All zones have to expose ICS0 (TendermintAPI). Beyond that any zone is free to choose any
combination of module APIs, depending on which modules the state machine uses. The Cosmos Hub will
initially support [ICS0](https://cosmos.network/rpc/#/ICS0) (TendermintAPI), [ICS1](https://cosmos.network/rpc/#/ICS1) (KeyAPI), [ICS20](https://cosmos.network/rpc/#/ICS20) (TokenAPI), [ICS21](https://cosmos.network/rpc/#/ICS21) (StakingAPI),
[ICS22](https://cosmos.network/rpc/#/ICS22) (GovernanceAPI) and [ICS23](https://cosmos.network/rpc/#/ICS23) (SlashingAPI).
![high-level](./pics/high-level.png)
All applications are expected to run only against Gaia-lite. Gaia-lite is the only piece of software
that offers stability guarantees around the zone API.
### Comparison
A full node of ABCI is different from a light client in the following ways:
|| Full Node | Gaia-lite | Description|
|-| ------------- | ----- | -------------- |
| Execute and verify transactions|Yes|No|A full node will execute and verify all transactions while Gaia-lite won't.|
| Verify and save blocks|Yes|No|A full node will verify and save all blocks while Gaia-lite won't.|
| Consensus participation|Yes|No|Only when a full node is a validator will it participate in consensus. Lite nodes never participate in consensus.|
| Bandwidth cost|High|Low|A full node will receive all blocks. If bandwidth is limited, it will fall behind the main network. What's more, if it happens to be a validator, it will slow down the consensus process. Light clients require little bandwidth, only when serving local requests.|
| Computing resources|High|Low|A full node will execute all transactions and verify all blocks, which requires considerable computing resources.|
| Storage resources|High|Low|A full node will save all blocks and ABCI states. Gaia-lite just saves validator sets and some checkpoints.|
| Power consumption|High|Low|Full nodes must be deployed on machines which have high performance and will be running all the time. Gaia-lite can be deployed on the same machines as users' applications, or on independent machines but with lower performance. Light clients can be shut down anytime when necessary. Gaia-lite consumes very little power, so even mobile devices can meet the power requirements.|
| Provide APIs|All cosmos APIs|Modular APIs|A full node supports all Cosmos APIs. Gaia-lite provides modular APIs according to users' configuration.|
| Secuity level| High|High|A full node will verify all transactions and blocks by itself. A light client can't do this, but it can query data from other full nodes and verify the data independently. Therefore, both full nodes and light clients don't need to trust any third nodes and can achieve high security.|
According to the above table, Gaia-lite can meet many users' functionality and security requirements, but require little bandwidth, computing, storage, and power.
## Achieving Security
### Trusted Validator Set
The base design philosophy of Gaia-lite follows two rules:
1. **Doesn't trust any blockchain nodes, including validator nodes and other full nodes**
2. **Only trusts the whole validator set**
The original trusted validator set should be prepositioned into its trust store. Usually this
validator set comes from a genesis file. During runtime, if Gaia-lite detects a different validator set,
it will verify it and save the new validated validator set to the trust store.

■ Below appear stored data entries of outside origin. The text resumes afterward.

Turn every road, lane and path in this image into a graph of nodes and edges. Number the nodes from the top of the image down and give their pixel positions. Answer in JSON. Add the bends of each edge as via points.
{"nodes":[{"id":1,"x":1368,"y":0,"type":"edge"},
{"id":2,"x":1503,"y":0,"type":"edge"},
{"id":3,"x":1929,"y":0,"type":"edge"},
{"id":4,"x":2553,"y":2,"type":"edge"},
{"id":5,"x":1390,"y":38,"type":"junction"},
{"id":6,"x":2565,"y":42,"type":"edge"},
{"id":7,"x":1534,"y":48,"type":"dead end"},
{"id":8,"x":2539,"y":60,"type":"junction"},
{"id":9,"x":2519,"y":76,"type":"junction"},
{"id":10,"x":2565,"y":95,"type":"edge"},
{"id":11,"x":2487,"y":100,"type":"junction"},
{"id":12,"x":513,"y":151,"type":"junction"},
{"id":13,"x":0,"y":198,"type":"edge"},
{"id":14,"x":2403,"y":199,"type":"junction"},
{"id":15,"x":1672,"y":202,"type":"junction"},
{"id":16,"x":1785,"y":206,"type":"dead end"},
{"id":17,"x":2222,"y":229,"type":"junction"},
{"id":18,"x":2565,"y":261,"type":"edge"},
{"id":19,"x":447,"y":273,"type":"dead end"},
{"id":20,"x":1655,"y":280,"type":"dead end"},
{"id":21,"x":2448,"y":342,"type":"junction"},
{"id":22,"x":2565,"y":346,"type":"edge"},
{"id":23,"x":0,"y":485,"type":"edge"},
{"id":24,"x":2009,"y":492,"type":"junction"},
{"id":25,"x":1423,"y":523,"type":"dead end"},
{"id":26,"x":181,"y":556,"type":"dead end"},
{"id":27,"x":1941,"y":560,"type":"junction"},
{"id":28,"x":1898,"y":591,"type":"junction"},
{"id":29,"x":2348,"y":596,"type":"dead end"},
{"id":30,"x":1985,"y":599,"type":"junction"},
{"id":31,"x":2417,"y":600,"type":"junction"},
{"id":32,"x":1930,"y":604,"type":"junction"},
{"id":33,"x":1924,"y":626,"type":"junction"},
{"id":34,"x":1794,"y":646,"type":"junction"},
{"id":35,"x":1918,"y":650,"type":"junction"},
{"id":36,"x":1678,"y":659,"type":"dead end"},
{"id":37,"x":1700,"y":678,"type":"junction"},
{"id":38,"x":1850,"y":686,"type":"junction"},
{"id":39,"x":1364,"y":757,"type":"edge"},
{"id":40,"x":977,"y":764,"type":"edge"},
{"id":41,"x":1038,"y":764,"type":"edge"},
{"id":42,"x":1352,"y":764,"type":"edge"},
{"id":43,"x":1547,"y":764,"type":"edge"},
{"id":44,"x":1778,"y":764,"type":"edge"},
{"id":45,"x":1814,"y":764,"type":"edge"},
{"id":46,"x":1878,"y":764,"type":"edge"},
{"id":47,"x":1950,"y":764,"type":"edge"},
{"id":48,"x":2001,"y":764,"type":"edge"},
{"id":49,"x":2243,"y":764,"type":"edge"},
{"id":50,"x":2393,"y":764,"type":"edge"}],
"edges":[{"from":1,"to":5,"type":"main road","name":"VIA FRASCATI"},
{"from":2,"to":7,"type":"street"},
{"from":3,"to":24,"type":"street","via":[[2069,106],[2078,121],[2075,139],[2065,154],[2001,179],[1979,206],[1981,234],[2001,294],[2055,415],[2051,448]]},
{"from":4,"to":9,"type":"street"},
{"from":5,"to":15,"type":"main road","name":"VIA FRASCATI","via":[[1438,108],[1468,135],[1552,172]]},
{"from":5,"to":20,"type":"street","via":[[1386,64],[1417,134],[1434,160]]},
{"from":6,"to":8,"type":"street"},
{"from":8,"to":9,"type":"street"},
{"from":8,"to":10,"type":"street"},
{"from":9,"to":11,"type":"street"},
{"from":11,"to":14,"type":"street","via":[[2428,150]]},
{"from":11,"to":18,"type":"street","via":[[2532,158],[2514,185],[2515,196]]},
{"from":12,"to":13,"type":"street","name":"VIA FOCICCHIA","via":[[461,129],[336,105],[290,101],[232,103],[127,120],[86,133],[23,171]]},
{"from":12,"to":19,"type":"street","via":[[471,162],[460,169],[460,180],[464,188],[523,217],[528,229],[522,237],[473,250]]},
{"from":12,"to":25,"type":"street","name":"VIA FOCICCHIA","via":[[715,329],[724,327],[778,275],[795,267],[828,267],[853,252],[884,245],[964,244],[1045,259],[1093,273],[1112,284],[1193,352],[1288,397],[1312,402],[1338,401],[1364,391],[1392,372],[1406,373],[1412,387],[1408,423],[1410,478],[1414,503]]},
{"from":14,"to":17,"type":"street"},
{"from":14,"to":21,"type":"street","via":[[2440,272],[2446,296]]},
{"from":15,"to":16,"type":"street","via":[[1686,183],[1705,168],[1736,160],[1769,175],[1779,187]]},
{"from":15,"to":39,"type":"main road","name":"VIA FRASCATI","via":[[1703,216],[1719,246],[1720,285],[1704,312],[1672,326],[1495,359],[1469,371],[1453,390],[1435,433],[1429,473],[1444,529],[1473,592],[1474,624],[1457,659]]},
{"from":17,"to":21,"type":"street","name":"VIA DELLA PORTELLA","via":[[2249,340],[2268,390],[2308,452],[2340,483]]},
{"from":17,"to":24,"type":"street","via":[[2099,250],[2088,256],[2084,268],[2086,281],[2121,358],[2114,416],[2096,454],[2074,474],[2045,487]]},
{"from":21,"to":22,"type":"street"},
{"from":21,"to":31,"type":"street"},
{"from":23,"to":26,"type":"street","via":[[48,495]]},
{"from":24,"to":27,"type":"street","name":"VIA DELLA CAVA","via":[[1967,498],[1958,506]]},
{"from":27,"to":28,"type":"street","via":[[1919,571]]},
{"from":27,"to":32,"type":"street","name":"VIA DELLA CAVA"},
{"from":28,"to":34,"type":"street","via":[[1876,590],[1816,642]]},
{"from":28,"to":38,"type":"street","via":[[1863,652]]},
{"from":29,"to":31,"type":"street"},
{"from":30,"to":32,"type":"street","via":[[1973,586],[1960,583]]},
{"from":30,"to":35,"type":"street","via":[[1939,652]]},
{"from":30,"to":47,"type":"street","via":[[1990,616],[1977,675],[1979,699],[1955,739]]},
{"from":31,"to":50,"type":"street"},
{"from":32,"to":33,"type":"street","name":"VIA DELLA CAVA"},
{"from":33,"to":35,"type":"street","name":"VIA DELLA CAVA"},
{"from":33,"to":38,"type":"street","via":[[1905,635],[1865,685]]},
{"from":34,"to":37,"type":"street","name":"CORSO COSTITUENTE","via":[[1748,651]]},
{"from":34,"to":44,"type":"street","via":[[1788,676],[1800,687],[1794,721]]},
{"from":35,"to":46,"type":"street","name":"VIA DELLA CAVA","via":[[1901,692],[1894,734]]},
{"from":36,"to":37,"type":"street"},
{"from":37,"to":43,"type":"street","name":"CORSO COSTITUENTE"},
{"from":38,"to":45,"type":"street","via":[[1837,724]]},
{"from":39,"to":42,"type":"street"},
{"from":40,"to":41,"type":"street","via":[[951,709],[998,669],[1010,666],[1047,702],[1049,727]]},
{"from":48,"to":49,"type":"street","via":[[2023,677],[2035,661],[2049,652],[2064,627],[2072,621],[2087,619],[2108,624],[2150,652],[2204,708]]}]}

![validator-set-change](./pics/validatorSetChange.png)
### Trust Propagation
From the above section, we come to know how to get a trusted validator set and how lcd keeps track of
validator set evolution. The validator set is the foundation of trust, and the trust can propagate to
other blockchain data, such as blocks and transactions. The propagation architecture is shown as
follows:
![change-process](./pics/trustPropagate.png)
In general, with a trusted validator set, a light client can verify each block commit which contains all pre-commit
data and block header data. Then the block hash, data hash and appHash are trusted. Based on this
and merkle proof, all transactions data and ABCI states can be verified too.